Child poverty hurts health even in wealth
TheStarPhoenix.com – business
May 26, 2011. By Mark Lemstra, Special to The StarPheonix
Previous articles have described the impact of poverty and deprivation on health outcomes for children in Saskatoon.
For example, children born in Saskatoon’s low-income neighbourhoods are 448 per cent more likely to die in their first year compared with children born elsewhere.
Research has shown that, even among those who live, low-income youth in Saskatoon are much more likely to have depression, anxiety, suicidal thoughts and so on, as well as being more likely to engage in risk behaviours such as drug use and alcohol abuse.
One question that is rarely discussed, however, is what happens to the health status of low-income children when they grow up?
Are the poor health outcomes they experience as children permanent?
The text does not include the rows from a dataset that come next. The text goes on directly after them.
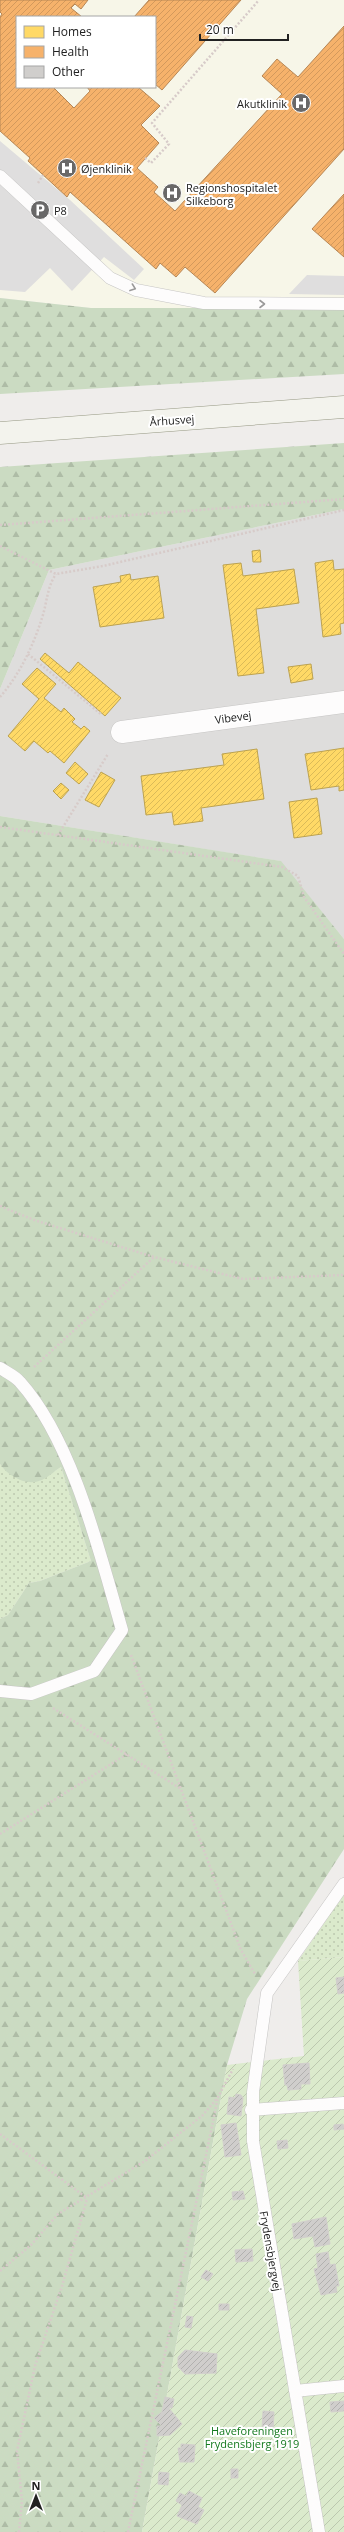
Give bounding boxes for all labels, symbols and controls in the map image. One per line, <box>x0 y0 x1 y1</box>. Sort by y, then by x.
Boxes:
legend <box>16 16 156 88</box>
scale bar <box>200 16 288 42</box>
text: 20 m <box>206 21 234 38</box>
text: Homes <box>52 23 92 40</box>
text: Health <box>52 43 89 60</box>
text: Other <box>52 63 85 80</box>
hospital icon: Akutklinik <box>290 92 312 114</box>
place label: Akutklinik <box>237 96 287 111</box>
hospital icon: Øjenklinik <box>56 157 78 179</box>
place label: Øjenklinik <box>81 161 132 176</box>
place label: Regionshospitalet Silkeborg <box>186 180 277 208</box>
hospital icon: Regionshospitalet Silkeborg <box>161 182 183 204</box>
parking icon: P8 <box>29 199 51 221</box>
place label: P8 <box>54 203 67 218</box>
one-way arrow <box>130 284 137 292</box>
one-way arrow <box>259 300 265 308</box>
street label: Århusvej <box>149 411 195 429</box>
street label: Vibevej <box>214 707 252 727</box>
street label: Frydensbjergvej <box>257 2210 285 2292</box>
park label: Haveforeningen Frydensbjerg 1919 <box>205 2423 299 2451</box>
north arrow <box>16 2476 56 2516</box>
text: N <box>32 2478 40 2493</box>

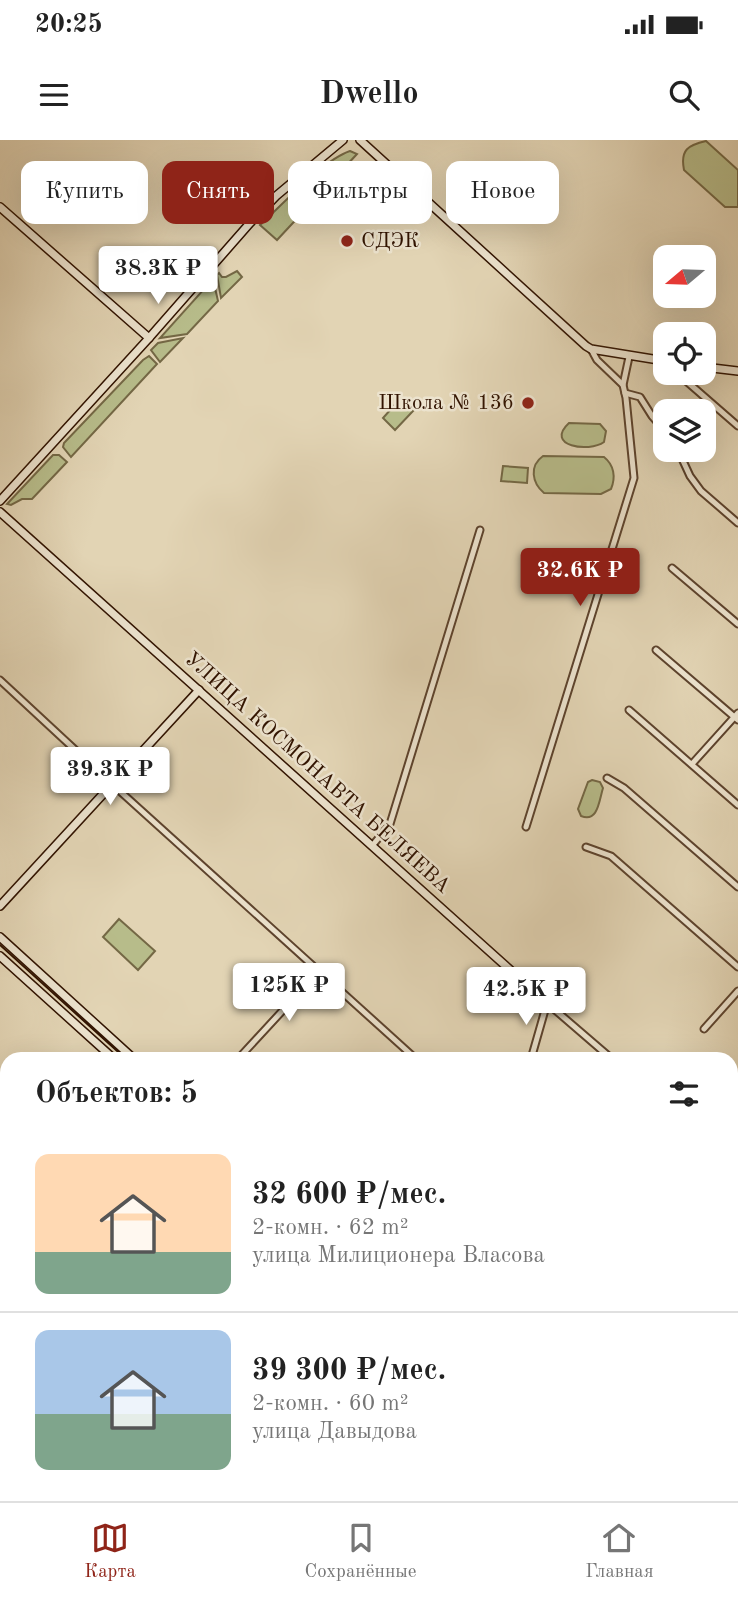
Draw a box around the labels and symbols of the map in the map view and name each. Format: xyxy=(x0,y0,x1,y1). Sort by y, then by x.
place label: СДЭК xyxy=(361,231,419,252)
marker: СДЭК xyxy=(339,233,355,249)
north arrow xyxy=(653,245,716,308)
pin: 38.3K ₽ xyxy=(93,246,223,306)
place label: Школа № 136 xyxy=(378,393,514,414)
marker: Школа № 136 xyxy=(520,395,536,411)
pin: 32.6K ₽ xyxy=(515,548,645,608)
street label: УЛИЦА КОСМОНАВТА БЕЛЯЕВА xyxy=(180,648,454,898)
pin: 39.3K ₽ xyxy=(45,748,175,807)
pin: 125K ₽ xyxy=(232,964,346,1023)
pin: 42.5K ₽ xyxy=(461,968,591,1027)

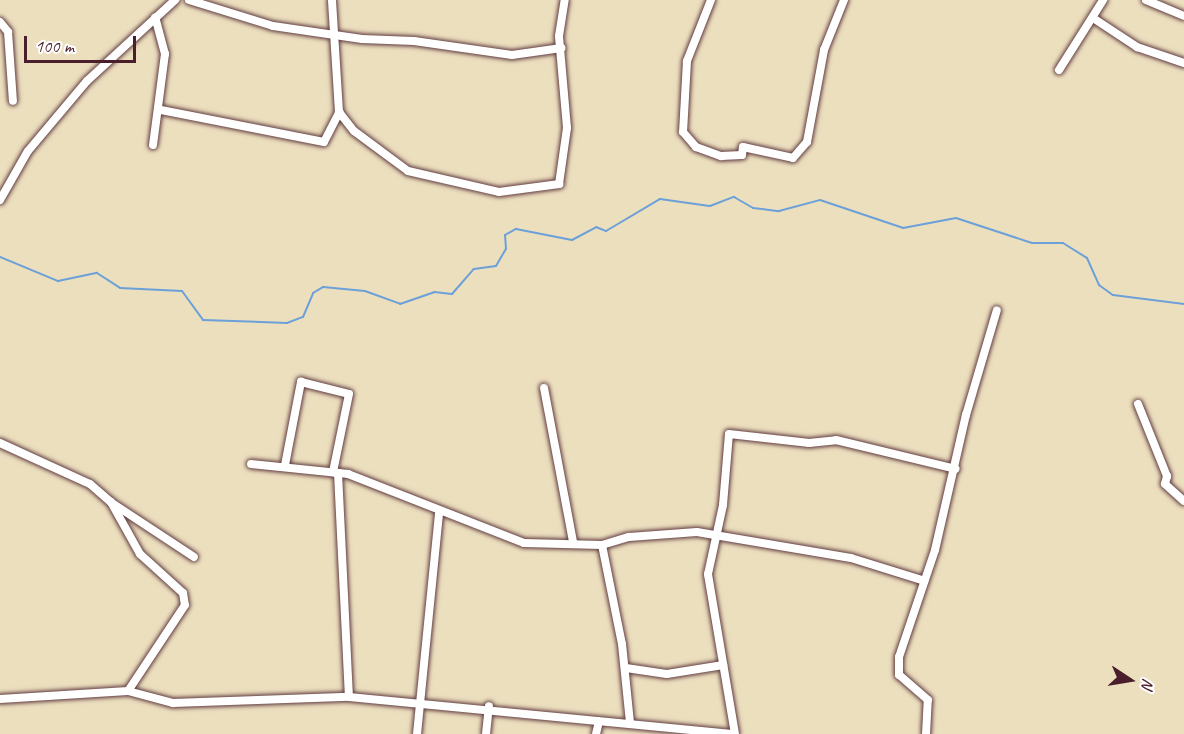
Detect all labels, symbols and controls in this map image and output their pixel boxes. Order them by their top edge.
scale bar [27,24,140,62]
text: 100 m [35,35,74,57]
north arrow [1100,650,1160,710]
text: N [1137,677,1158,691]

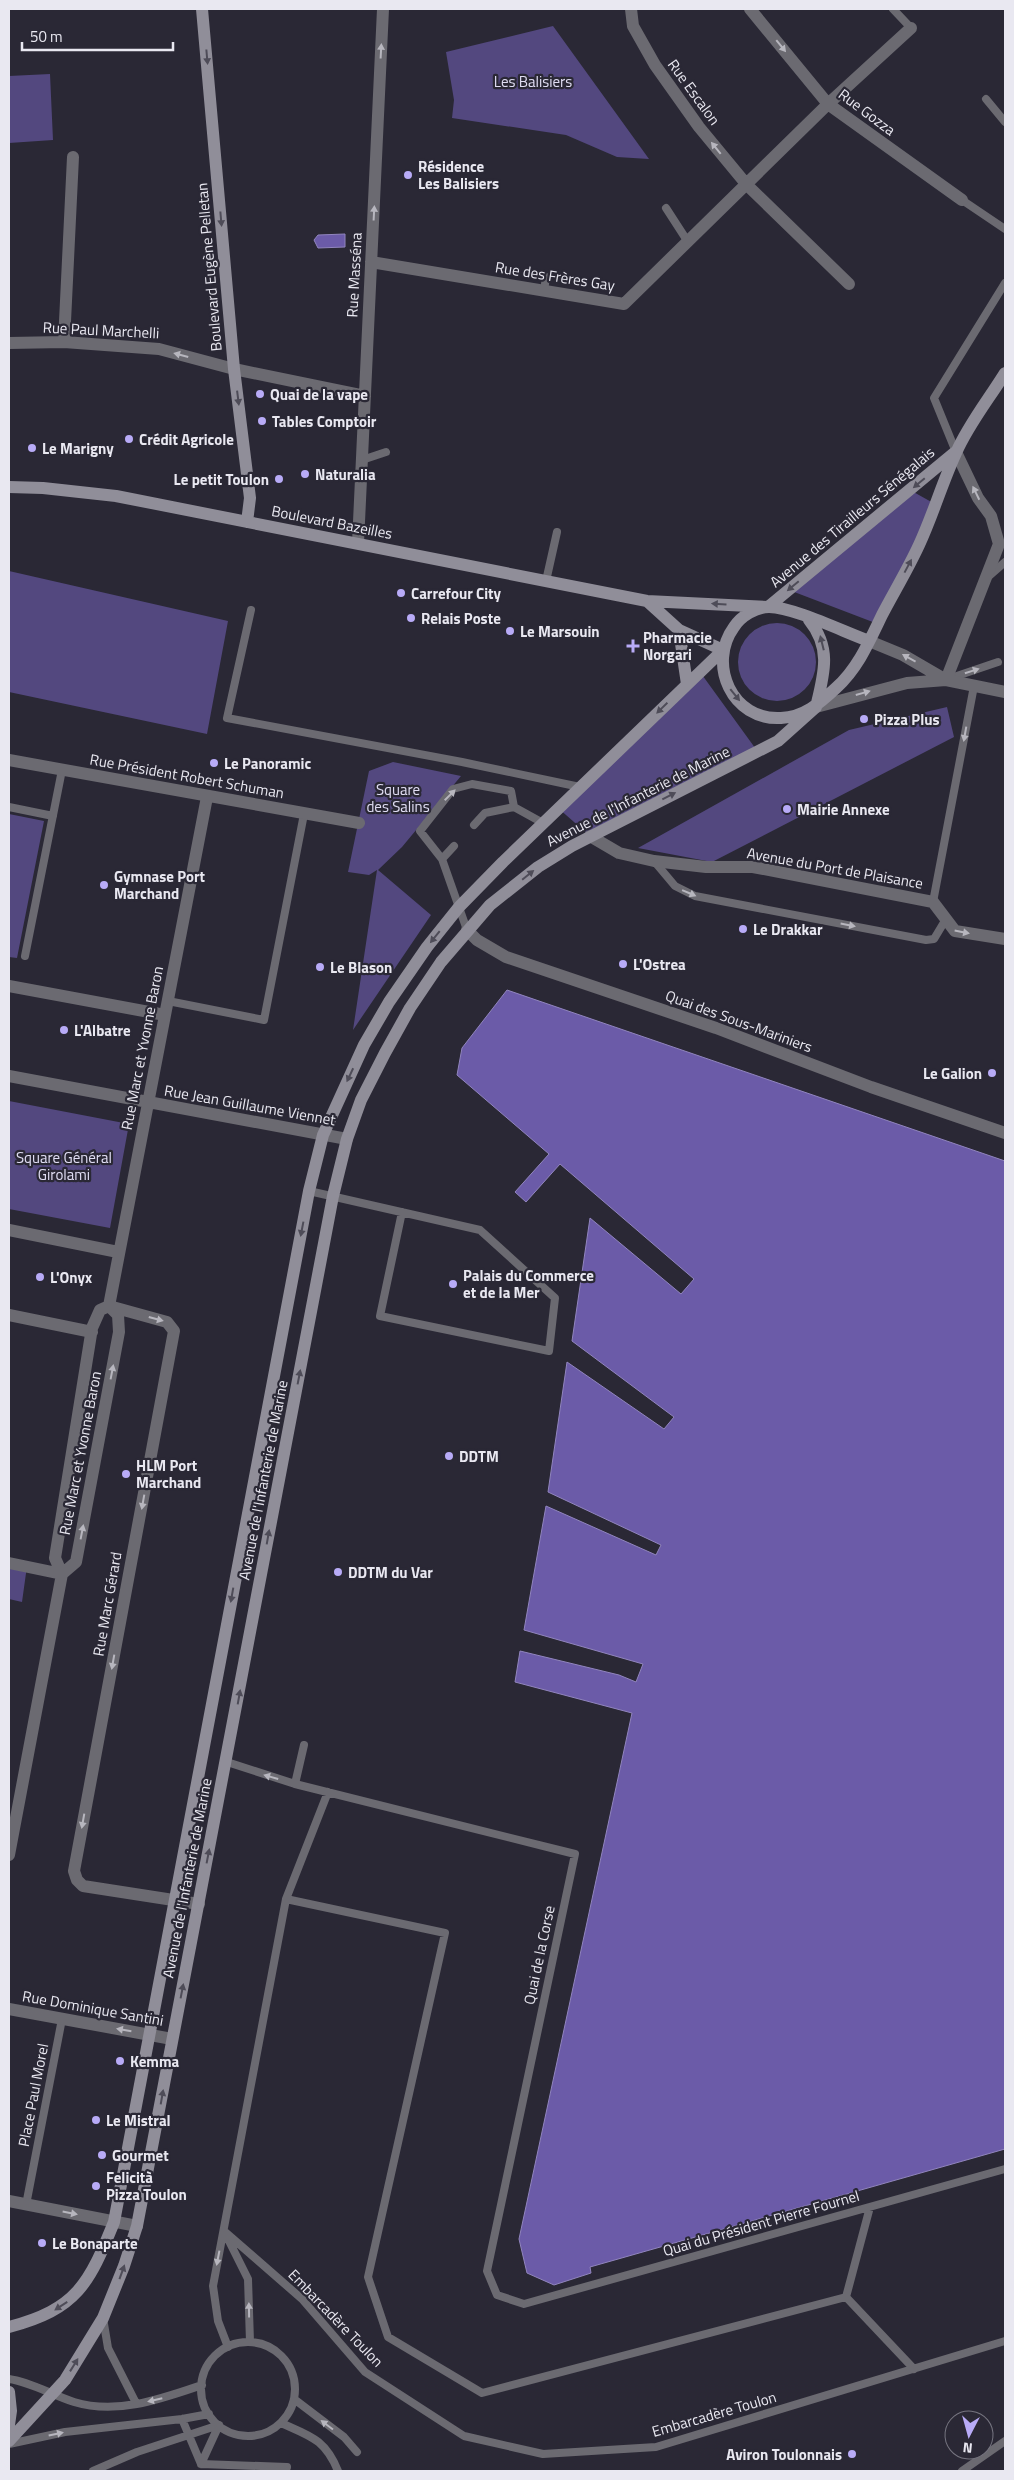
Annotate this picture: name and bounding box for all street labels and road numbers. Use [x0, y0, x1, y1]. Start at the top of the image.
street label: Rue Escalon [662, 54, 726, 130]
street label: Rue Gozza [834, 83, 901, 141]
street label: Boulevard Eugène Pelletan [190, 182, 228, 352]
street label: Rue Masséna [340, 231, 368, 318]
street label: Rue des Frères Gay [494, 255, 616, 297]
street label: Rue Paul Marchelli [42, 315, 160, 345]
street label: Avenue des Tirailleurs Sénégalais [765, 441, 939, 593]
street label: Boulevard Bazeilles [270, 499, 394, 545]
street label: Avenue de l'Infanterie de Marine [542, 740, 734, 852]
street label: Rue Président Robert Schuman [88, 748, 286, 804]
street label: Avenue du Port de Plaisance [745, 841, 925, 895]
street label: Rue Marc et Yvonne Baron [115, 964, 169, 1132]
street label: Quai des Sous-Mariniers [662, 984, 816, 1058]
street label: Rue Jean Guillaume Viennet [163, 1079, 338, 1132]
street label: Rue Marc et Yvonne Baron [53, 1369, 107, 1537]
street label: Avenue de l'Infanterie de Marine [232, 1378, 294, 1582]
street label: Rue Marc Gérard [87, 1550, 127, 1658]
street label: Avenue de l'Infanterie de Marine [156, 1776, 218, 1980]
street label: Quai de la Corse [517, 1903, 561, 2007]
street label: Rue Dominique Santini [21, 1984, 165, 2032]
street label: Place Paul Morel [12, 2041, 54, 2149]
street label: Quai du Président Pierre Fournel [660, 2184, 862, 2262]
street label: Embarcadère Toulon [283, 2264, 389, 2372]
street label: Embarcadère Toulon [649, 2385, 779, 2443]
What happens if a low-income child manages to become a middle-income adult?
These questions have been answered in a number of prospective, longitudinal studies that have followed large groups of children over long periods of time into their adulthood.
In general, the bad news is that the negative health impacts of youth growing up in poverty extend into their adult lives. The good news is that some of these adverse health outcomes can be attenuated through appropriate social policy.
A systematic literature review published in Epidemiologic Reviews analyzed all of the high-quality studies on this topic and found that children that grow up in poverty are more likely to die prematurely and have more disease in adulthood, even after statistically adjusting for their economic position in adulthood.
Youth growing up in deprivation were not only more likely to die prematurely as adults from all-cause mortality, cardiovascular mortality and overall cancer mortality but they were also more likely to die prematurely from accidents, violent deaths and alcohol and drug-related causes.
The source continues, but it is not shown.